Entries supplied Start Marker
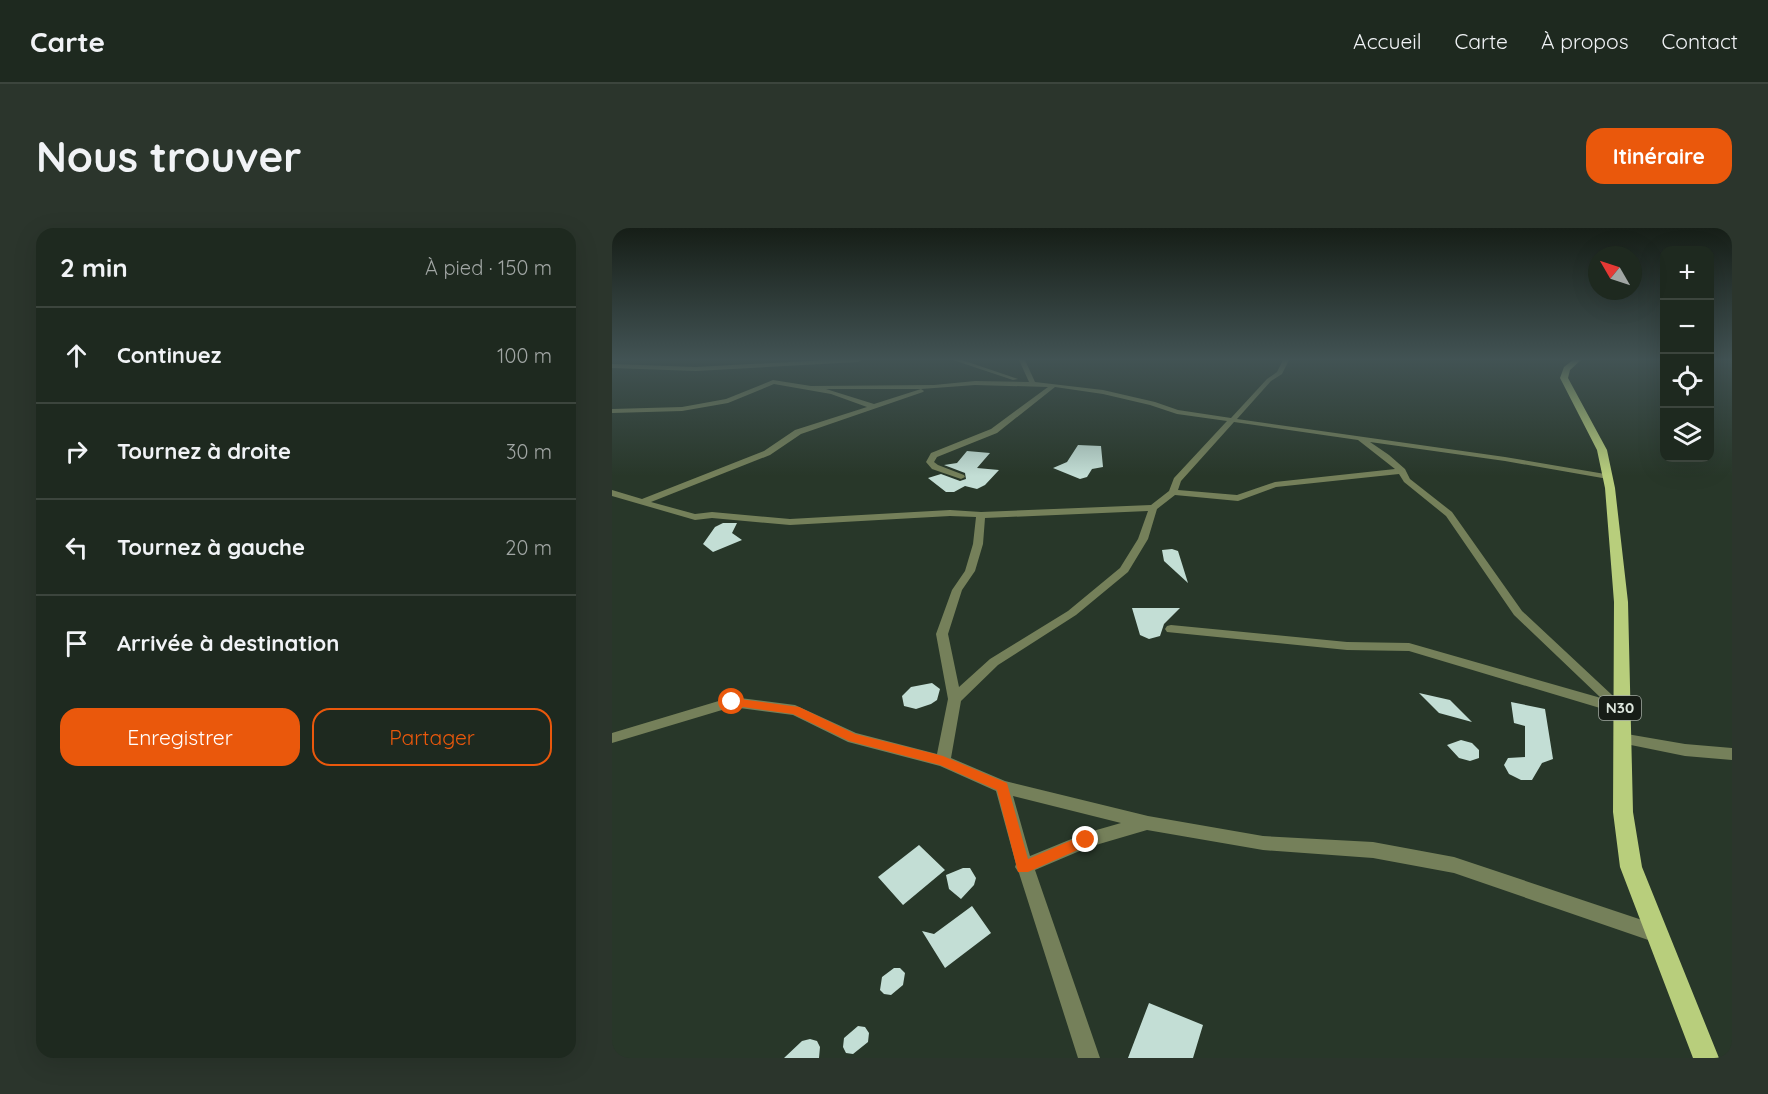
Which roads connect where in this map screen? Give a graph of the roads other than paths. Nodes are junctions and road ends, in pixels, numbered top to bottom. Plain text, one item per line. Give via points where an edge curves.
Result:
1 (733, 399) edge
2 (846, 399) edge
3 (896, 399) edge
4 (1036, 399) edge
5 (1143, 399) edge
6 (1252, 399) edge
7 (1575, 399) edge
8 (875, 408) junction
9 (612, 411) edge
10 (1232, 420) junction
11 (1354, 437) junction
12 (1402, 471) junction
13 (961, 477) dead end
14 (1608, 477) junction
15 (612, 492) edge
16 (1173, 492) junction
17 (645, 501) junction
18 (1153, 508) junction
19 (981, 515) junction
20 (1171, 629) dead end
21 (955, 699) junction
22 (1620, 709) junction
23 (612, 738) edge
24 (1621, 738) junction
25 (1732, 754) edge
26 (943, 761) junction
27 (1003, 787) junction
28 (1148, 823) junction
29 (1023, 867) junction
30 (1657, 934) junction
31 (1089, 1058) edge
32 (1706, 1058) edge

1 - 9 street via 682,409
2 - 8 street
3 - 8 street
4 - 13 street via 994,431 934,455 930,462 935,467
5 - 10 street via 1177,411
6 - 10 street
7 - 14 main road, N30 via 1602,450
8 - 17 street via 798,432 767,453
10 - 11 street
10 - 16 street via 1177,480
11 - 12 street via 1367,442
11 - 14 street
12 - 16 street via 1275,485 1238,498
12 - 22 street via 1407,480 1449,514 1518,613
14 - 22 main road, N30 via 1621,602
15 - 17 street
16 - 18 street
17 - 19 street via 695,517 790,522 950,513
18 - 19 street
18 - 21 street via 1143,539 1124,570 1072,613 994,662
19 - 21 street via 970,571 957,590 942,634
20 - 22 street via 1347,646 1409,647
21 - 26 street
22 - 24 main road, N30
23 - 26 street via 732,702 795,710 853,738
24 - 25 street
24 - 30 main road, N30 via 1623,812 1631,867
26 - 27 street
27 - 28 street
27 - 29 street
28 - 29 street via 1086,840
28 - 30 street via 1263,843 1373,850 1454,865
29 - 31 street
30 - 32 main road, N30

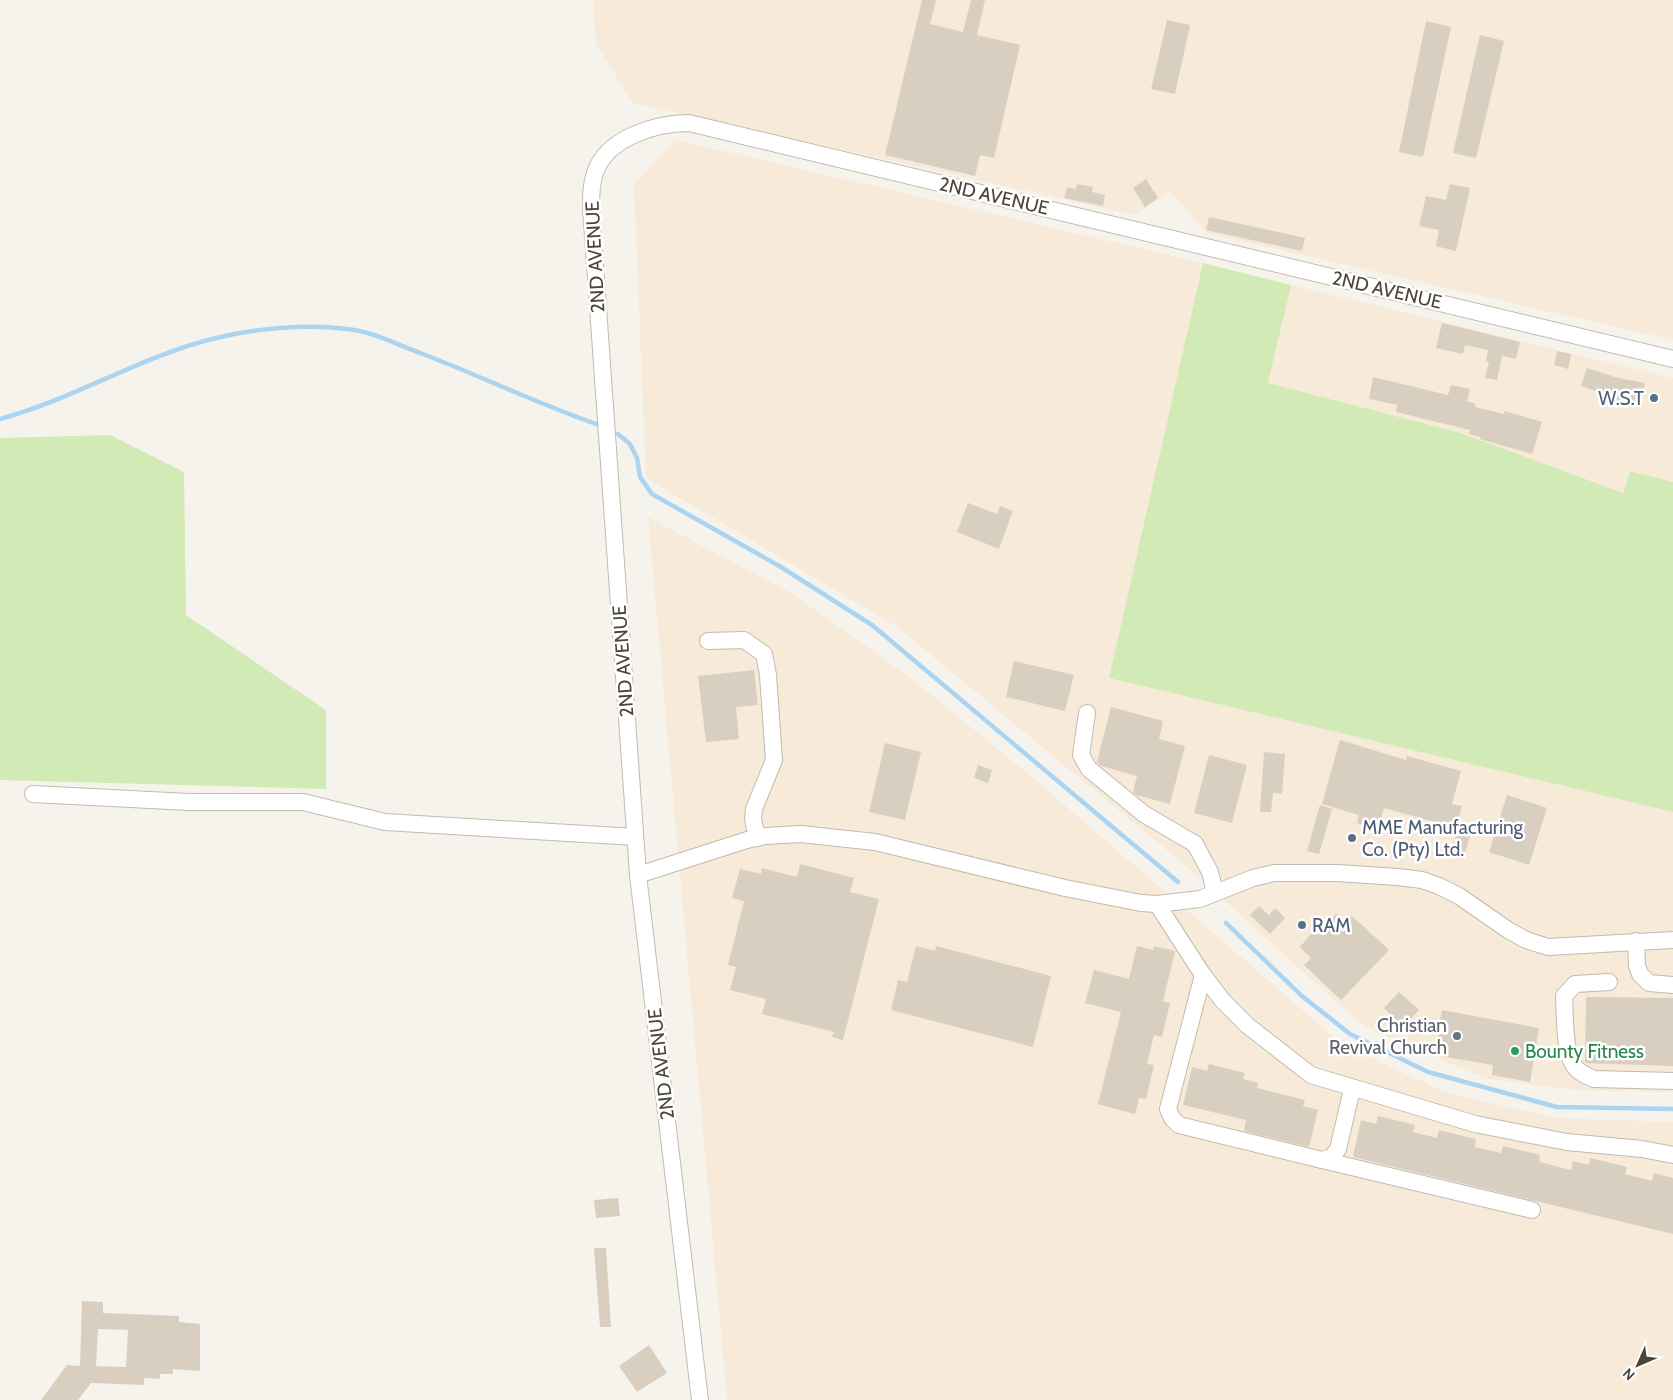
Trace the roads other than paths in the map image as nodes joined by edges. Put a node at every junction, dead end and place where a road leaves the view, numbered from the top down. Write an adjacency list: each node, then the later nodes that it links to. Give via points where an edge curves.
1 (1673, 359): 5 (street, 2ND AVENUE, via 689,123 667,125 634,136 616,145 595,172 591,208)
2 (708, 641): 6 (street, via 744,640 764,654 774,760 754,809)
3 (1087, 712): 8 (street, via 1081,755 1089,769 1144,814 1195,844 1210,872)
4 (33, 794): 5 (street, via 189,802 303,802 385,822)
5 (636, 837): 7 (street, 2ND AVENUE)
6 (757, 838): 7 (street); 9 (street, via 801,834 876,842 1065,888)
7 (638, 875): 20 (street, 2ND AVENUE)
8 (1215, 893): 9 (street, via 1200,899); 11 (street, via 1274,874 1337,873 1398,877 1439,886 1520,937 1548,946)
9 (1157, 904): 12 (street)
10 (1673, 940): 11 (street)
11 (1636, 942): 14 (street, via 1640,974 1648,983)
12 (1203, 976): 16 (street, via 1248,1026 1278,1052 1311,1075); 18 (street, via 1168,1109 1172,1118 1179,1125)
13 (1609, 982): 15 (street, via 1575,984 1564,996 1568,1052 1574,1066 1582,1074 1594,1078)
14 (1673, 985)
15 (1673, 1081)
16 (1352, 1089): 17 (street, via 1475,1124 1567,1142); 18 (street, via 1338,1149 1332,1157)
17 (1673, 1155)
18 (1322, 1160): 19 (street)
19 (1532, 1210)
20 (700, 1400)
Entries supplied End Marker
▶ Activity: Set down exactly the lines that begin with the one containing "Trace the roads" and end with the last line above, and no others.

▶ Output of the exercise:
Trace the roads other than paths in the map image as nodes joined by edges. Put a node at every junction, dead end and place where a road leaves the view, numbered from the top down. Write an adjacency list: each node, then the later nodes that it links to. Give via points where an edge curves.
1 (1673, 359): 5 (street, 2ND AVENUE, via 689,123 667,125 634,136 616,145 595,172 591,208)
2 (708, 641): 6 (street, via 744,640 764,654 774,760 754,809)
3 (1087, 712): 8 (street, via 1081,755 1089,769 1144,814 1195,844 1210,872)
4 (33, 794): 5 (street, via 189,802 303,802 385,822)
5 (636, 837): 7 (street, 2ND AVENUE)
6 (757, 838): 7 (street); 9 (street, via 801,834 876,842 1065,888)
7 (638, 875): 20 (street, 2ND AVENUE)
8 (1215, 893): 9 (street, via 1200,899); 11 (street, via 1274,874 1337,873 1398,877 1439,886 1520,937 1548,946)
9 (1157, 904): 12 (street)
10 (1673, 940): 11 (street)
11 (1636, 942): 14 (street, via 1640,974 1648,983)
12 (1203, 976): 16 (street, via 1248,1026 1278,1052 1311,1075); 18 (street, via 1168,1109 1172,1118 1179,1125)
13 (1609, 982): 15 (street, via 1575,984 1564,996 1568,1052 1574,1066 1582,1074 1594,1078)
14 (1673, 985)
15 (1673, 1081)
16 (1352, 1089): 17 (street, via 1475,1124 1567,1142); 18 (street, via 1338,1149 1332,1157)
17 (1673, 1155)
18 (1322, 1160): 19 (street)
19 (1532, 1210)
20 (700, 1400)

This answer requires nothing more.